Task description - From the data below, set down exactly the lines between the one holding "90px,486px 115px,492px 132px,520px" and the one holding "9px,917px 9px,913px 28px,900px", inclusive, and no others.

━━━ Provided data ━━━

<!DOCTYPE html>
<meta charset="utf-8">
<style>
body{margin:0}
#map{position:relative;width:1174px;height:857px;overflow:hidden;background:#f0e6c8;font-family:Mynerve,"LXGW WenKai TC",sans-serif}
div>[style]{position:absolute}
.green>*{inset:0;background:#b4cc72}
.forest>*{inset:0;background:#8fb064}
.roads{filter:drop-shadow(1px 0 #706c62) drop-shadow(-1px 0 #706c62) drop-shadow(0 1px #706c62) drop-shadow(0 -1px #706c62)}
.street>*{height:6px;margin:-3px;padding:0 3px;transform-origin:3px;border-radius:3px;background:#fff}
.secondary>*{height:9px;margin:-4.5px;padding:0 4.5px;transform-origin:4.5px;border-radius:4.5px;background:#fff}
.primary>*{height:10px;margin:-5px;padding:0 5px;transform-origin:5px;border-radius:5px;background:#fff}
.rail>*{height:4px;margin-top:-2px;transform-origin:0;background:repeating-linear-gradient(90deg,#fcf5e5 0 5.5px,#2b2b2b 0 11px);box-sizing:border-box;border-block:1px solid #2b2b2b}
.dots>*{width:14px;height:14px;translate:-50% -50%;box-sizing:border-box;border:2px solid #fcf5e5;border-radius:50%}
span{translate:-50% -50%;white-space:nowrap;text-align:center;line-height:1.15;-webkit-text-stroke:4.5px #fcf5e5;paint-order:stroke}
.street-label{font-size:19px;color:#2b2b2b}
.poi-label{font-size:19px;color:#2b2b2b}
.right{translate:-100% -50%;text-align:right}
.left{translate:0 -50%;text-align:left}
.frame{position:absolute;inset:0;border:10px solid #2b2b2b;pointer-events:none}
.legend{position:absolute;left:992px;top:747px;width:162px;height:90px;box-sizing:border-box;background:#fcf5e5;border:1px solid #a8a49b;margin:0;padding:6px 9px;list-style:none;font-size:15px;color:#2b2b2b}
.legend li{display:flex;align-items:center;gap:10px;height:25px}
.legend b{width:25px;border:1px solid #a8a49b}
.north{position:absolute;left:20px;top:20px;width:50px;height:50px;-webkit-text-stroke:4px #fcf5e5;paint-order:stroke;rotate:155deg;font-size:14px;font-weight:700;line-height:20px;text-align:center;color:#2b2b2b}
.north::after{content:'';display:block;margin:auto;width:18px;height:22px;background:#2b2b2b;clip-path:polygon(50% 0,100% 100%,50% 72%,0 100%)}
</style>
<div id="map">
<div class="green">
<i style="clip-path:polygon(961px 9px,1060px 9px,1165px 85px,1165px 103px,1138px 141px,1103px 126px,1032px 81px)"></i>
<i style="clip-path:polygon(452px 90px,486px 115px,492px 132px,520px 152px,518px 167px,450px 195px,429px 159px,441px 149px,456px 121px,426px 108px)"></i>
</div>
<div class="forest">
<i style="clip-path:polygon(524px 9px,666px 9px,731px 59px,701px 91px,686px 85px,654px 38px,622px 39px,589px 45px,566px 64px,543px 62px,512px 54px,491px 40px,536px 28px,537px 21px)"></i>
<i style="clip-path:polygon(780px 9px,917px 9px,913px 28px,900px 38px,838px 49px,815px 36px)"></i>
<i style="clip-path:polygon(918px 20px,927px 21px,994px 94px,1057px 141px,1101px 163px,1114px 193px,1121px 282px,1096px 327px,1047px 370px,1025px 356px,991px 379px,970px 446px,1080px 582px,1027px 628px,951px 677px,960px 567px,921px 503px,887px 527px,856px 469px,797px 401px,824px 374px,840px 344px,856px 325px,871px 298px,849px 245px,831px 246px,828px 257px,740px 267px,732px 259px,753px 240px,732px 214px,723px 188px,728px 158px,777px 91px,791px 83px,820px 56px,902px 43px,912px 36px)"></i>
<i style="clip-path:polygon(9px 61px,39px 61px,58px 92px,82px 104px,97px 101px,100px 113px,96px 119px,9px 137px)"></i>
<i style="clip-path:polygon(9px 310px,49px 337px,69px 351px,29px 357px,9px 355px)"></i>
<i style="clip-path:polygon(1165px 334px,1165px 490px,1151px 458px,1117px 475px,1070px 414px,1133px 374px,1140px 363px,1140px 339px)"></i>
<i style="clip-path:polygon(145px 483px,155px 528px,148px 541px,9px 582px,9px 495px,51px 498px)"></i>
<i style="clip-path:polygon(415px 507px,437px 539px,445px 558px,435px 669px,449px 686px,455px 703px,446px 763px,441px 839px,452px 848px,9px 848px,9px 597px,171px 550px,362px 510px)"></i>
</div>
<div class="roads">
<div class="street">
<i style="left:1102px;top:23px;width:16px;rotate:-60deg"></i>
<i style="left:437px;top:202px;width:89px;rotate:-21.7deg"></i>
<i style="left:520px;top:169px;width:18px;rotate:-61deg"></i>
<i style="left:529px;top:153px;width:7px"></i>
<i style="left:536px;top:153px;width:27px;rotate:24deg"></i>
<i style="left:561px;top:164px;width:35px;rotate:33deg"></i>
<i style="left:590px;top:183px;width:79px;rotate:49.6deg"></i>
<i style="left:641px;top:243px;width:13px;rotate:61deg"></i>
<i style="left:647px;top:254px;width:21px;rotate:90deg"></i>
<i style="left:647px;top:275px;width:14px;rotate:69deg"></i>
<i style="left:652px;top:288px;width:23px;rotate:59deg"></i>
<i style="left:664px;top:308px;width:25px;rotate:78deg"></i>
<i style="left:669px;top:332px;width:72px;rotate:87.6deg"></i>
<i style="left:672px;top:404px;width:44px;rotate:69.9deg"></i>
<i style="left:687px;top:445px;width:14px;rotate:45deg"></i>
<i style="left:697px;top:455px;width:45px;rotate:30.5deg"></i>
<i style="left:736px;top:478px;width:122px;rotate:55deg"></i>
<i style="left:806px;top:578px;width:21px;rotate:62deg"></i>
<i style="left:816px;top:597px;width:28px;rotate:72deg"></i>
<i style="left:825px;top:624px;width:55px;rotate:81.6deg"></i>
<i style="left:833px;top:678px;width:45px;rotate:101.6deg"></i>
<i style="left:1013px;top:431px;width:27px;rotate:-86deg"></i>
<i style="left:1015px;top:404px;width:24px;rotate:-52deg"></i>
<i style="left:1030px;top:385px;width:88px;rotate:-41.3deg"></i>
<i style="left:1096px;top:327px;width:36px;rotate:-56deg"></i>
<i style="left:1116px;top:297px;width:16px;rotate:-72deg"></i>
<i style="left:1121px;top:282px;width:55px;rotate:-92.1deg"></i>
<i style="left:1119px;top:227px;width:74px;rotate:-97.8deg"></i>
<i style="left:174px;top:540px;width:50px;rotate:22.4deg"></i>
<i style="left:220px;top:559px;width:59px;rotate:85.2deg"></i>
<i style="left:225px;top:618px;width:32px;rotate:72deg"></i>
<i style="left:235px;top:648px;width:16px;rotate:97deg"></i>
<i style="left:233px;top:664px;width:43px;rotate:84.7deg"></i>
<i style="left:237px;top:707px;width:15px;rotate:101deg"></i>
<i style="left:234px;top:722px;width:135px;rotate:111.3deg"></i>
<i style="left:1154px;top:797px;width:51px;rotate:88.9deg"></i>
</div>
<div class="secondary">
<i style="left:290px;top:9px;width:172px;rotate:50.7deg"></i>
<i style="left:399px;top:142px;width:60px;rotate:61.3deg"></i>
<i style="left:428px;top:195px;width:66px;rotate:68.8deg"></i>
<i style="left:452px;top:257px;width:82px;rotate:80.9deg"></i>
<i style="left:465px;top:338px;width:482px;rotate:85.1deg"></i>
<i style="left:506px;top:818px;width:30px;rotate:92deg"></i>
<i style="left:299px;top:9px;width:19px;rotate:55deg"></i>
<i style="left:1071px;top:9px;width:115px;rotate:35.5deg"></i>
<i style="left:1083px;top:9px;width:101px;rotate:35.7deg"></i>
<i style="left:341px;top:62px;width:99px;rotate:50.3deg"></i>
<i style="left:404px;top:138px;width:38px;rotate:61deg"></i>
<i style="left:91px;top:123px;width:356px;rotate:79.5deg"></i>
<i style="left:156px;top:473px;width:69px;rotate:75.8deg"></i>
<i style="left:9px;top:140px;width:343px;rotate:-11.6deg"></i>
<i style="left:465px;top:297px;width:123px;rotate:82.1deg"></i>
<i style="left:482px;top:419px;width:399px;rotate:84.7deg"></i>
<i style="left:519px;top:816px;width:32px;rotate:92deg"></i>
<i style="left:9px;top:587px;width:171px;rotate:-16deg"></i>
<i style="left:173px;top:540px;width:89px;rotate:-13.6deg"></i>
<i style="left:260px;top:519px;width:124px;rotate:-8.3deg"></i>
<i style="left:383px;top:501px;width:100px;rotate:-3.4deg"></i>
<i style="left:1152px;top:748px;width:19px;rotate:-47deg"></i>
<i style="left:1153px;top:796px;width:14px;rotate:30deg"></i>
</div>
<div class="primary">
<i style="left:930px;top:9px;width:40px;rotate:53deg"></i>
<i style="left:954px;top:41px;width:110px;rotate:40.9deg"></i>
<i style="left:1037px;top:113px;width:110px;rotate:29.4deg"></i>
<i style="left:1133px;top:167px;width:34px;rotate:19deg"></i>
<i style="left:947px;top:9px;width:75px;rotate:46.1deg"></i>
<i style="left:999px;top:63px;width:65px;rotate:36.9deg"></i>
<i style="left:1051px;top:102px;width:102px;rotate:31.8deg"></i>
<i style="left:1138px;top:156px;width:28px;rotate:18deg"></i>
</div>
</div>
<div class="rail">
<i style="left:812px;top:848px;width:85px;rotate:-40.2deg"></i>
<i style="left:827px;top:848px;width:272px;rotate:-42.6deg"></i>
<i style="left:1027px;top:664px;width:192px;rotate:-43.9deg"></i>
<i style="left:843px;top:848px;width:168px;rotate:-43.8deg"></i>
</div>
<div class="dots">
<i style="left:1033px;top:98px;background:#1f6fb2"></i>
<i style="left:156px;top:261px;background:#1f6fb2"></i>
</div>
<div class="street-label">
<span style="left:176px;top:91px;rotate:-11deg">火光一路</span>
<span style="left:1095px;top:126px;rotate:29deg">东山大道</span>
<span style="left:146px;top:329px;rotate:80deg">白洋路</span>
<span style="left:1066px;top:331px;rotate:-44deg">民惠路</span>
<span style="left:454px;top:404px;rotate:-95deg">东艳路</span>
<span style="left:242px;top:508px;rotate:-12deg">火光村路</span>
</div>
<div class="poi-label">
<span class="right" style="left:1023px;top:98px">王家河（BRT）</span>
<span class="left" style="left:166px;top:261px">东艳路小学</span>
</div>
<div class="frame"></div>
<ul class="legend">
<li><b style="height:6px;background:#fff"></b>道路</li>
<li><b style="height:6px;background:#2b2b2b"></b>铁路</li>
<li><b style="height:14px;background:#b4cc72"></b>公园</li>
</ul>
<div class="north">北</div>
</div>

━━━

Solution to this exercise -
<i style="clip-path:polygon(452px 90px,486px 115px,492px 132px,520px 152px,518px 167px,450px 195px,429px 159px,441px 149px,456px 121px,426px 108px)"></i>
</div>
<div class="forest">
<i style="clip-path:polygon(524px 9px,666px 9px,731px 59px,701px 91px,686px 85px,654px 38px,622px 39px,589px 45px,566px 64px,543px 62px,512px 54px,491px 40px,536px 28px,537px 21px)"></i>
<i style="clip-path:polygon(780px 9px,917px 9px,913px 28px,900px 38px,838px 49px,815px 36px)"></i>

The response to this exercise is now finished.